PROBLEM TO WORK ON: List all lines of the data that include the string "Лыжероллерная".

Stored dataset items:
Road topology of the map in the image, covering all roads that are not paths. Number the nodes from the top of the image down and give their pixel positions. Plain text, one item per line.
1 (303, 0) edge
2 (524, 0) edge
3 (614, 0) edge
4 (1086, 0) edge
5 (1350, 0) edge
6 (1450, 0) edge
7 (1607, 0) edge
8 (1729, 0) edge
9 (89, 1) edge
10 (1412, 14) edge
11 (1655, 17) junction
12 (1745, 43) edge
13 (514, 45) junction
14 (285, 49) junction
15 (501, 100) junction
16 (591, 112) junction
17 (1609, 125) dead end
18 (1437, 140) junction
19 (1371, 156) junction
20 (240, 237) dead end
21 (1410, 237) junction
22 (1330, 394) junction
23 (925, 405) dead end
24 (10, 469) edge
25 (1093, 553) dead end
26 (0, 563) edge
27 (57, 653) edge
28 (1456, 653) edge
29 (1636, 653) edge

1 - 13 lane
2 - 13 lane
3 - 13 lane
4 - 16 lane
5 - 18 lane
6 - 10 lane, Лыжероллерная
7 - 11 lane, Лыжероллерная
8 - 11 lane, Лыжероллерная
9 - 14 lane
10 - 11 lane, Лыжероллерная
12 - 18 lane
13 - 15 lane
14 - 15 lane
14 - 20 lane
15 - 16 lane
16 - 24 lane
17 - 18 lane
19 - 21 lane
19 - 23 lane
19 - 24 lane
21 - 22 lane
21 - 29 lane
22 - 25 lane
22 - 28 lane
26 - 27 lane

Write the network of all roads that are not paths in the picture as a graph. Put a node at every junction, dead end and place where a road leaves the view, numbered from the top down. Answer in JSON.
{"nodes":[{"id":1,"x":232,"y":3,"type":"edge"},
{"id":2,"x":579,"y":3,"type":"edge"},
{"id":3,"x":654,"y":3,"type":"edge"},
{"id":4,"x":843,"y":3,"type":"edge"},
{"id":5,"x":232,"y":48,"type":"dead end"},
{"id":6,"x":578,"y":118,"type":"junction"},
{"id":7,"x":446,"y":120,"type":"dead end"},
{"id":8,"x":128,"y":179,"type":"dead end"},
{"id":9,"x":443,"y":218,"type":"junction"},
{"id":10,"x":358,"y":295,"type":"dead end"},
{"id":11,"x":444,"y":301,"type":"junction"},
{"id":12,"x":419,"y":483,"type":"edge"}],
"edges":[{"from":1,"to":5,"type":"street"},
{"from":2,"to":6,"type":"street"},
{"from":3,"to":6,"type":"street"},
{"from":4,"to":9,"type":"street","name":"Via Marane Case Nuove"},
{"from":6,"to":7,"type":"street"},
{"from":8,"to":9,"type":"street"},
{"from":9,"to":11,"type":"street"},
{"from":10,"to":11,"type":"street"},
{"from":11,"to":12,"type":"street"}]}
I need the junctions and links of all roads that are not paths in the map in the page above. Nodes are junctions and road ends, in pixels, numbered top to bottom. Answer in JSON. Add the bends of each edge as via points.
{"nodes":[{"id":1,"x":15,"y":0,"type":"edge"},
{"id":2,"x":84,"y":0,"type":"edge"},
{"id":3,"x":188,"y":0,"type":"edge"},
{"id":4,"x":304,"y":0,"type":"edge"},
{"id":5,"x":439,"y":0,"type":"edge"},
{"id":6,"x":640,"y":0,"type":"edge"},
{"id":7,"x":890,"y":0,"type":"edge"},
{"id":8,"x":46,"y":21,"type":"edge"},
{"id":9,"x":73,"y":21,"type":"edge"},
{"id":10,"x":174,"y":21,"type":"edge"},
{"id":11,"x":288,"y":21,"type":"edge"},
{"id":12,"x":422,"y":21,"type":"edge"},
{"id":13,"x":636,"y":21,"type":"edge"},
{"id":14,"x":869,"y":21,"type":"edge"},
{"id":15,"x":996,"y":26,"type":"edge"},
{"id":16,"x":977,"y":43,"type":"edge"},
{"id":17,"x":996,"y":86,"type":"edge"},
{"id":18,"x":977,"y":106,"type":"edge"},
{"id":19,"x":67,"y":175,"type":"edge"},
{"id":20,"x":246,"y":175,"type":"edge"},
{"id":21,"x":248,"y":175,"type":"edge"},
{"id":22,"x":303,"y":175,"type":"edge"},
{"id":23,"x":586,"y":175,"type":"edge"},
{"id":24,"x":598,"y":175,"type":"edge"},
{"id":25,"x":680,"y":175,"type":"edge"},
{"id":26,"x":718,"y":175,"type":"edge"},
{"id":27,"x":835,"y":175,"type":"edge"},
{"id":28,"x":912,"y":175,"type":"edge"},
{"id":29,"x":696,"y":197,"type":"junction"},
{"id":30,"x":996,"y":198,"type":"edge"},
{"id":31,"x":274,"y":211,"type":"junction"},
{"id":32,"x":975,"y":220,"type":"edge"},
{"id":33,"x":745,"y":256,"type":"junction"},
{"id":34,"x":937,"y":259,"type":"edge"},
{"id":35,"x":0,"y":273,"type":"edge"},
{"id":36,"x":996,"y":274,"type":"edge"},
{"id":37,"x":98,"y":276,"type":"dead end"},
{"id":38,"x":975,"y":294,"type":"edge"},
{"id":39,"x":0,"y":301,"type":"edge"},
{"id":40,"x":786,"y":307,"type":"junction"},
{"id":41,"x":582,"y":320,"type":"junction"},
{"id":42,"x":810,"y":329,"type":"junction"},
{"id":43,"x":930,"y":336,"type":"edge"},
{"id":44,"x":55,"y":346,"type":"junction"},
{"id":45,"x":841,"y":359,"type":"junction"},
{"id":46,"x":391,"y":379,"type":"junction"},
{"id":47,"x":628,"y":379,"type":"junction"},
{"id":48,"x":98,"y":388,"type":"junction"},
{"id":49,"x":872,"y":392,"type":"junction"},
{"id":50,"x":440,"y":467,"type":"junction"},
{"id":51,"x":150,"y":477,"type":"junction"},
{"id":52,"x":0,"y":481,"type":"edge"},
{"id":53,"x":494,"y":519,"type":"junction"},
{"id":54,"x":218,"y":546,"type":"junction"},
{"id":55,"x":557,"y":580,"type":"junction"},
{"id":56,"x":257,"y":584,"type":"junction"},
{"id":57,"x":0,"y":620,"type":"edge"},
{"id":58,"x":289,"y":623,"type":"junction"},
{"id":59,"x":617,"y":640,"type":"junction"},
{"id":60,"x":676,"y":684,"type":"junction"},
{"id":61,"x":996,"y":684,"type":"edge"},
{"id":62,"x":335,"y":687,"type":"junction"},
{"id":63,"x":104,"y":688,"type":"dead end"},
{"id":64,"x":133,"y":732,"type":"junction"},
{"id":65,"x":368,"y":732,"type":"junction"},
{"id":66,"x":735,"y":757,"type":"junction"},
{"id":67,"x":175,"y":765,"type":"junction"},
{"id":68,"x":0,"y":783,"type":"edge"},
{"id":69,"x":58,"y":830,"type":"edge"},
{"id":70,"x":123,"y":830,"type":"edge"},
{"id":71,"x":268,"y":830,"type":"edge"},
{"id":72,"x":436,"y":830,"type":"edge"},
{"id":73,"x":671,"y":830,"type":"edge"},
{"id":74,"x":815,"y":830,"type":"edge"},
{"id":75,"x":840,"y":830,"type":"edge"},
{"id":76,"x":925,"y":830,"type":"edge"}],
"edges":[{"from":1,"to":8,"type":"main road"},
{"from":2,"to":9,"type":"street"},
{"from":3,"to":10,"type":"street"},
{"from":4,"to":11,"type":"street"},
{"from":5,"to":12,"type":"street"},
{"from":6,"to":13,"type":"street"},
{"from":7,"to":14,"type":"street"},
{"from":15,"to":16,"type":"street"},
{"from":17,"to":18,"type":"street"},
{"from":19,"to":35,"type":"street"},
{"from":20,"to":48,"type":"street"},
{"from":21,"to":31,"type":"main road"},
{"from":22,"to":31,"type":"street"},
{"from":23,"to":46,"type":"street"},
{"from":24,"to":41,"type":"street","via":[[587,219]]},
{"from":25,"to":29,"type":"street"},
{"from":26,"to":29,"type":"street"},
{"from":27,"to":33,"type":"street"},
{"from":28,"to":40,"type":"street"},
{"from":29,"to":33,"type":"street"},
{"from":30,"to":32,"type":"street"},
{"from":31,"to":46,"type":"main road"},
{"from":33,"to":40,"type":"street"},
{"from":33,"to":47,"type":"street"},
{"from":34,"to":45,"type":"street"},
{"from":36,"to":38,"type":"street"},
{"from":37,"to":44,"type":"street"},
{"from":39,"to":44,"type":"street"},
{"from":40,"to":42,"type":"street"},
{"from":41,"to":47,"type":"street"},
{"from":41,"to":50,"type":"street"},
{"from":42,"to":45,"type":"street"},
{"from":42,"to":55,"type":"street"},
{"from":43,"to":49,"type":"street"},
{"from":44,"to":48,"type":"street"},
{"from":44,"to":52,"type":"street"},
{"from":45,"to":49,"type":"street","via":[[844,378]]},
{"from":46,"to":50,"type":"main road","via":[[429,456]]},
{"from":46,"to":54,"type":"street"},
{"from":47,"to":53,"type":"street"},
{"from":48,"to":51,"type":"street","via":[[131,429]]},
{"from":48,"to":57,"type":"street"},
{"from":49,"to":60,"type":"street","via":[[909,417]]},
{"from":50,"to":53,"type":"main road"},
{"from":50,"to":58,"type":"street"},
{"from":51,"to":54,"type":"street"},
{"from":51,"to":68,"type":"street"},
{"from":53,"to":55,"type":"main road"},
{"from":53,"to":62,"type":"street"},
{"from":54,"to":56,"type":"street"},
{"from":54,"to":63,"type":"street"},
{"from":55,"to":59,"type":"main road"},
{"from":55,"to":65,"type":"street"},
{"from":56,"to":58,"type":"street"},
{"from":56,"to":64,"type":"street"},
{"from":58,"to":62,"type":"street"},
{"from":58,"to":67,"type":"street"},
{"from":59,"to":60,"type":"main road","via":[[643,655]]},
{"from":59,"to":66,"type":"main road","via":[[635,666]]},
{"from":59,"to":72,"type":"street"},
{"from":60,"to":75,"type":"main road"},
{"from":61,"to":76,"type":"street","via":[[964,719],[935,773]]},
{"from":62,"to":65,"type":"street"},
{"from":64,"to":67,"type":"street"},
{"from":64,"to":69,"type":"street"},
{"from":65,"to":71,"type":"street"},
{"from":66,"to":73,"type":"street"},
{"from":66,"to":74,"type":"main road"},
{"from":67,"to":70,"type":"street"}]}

SOLUTION FOR THIS PROBLEM:
6 - 10 lane, Лыжероллерная
7 - 11 lane, Лыжероллерная
8 - 11 lane, Лыжероллерная
10 - 11 lane, Лыжероллерная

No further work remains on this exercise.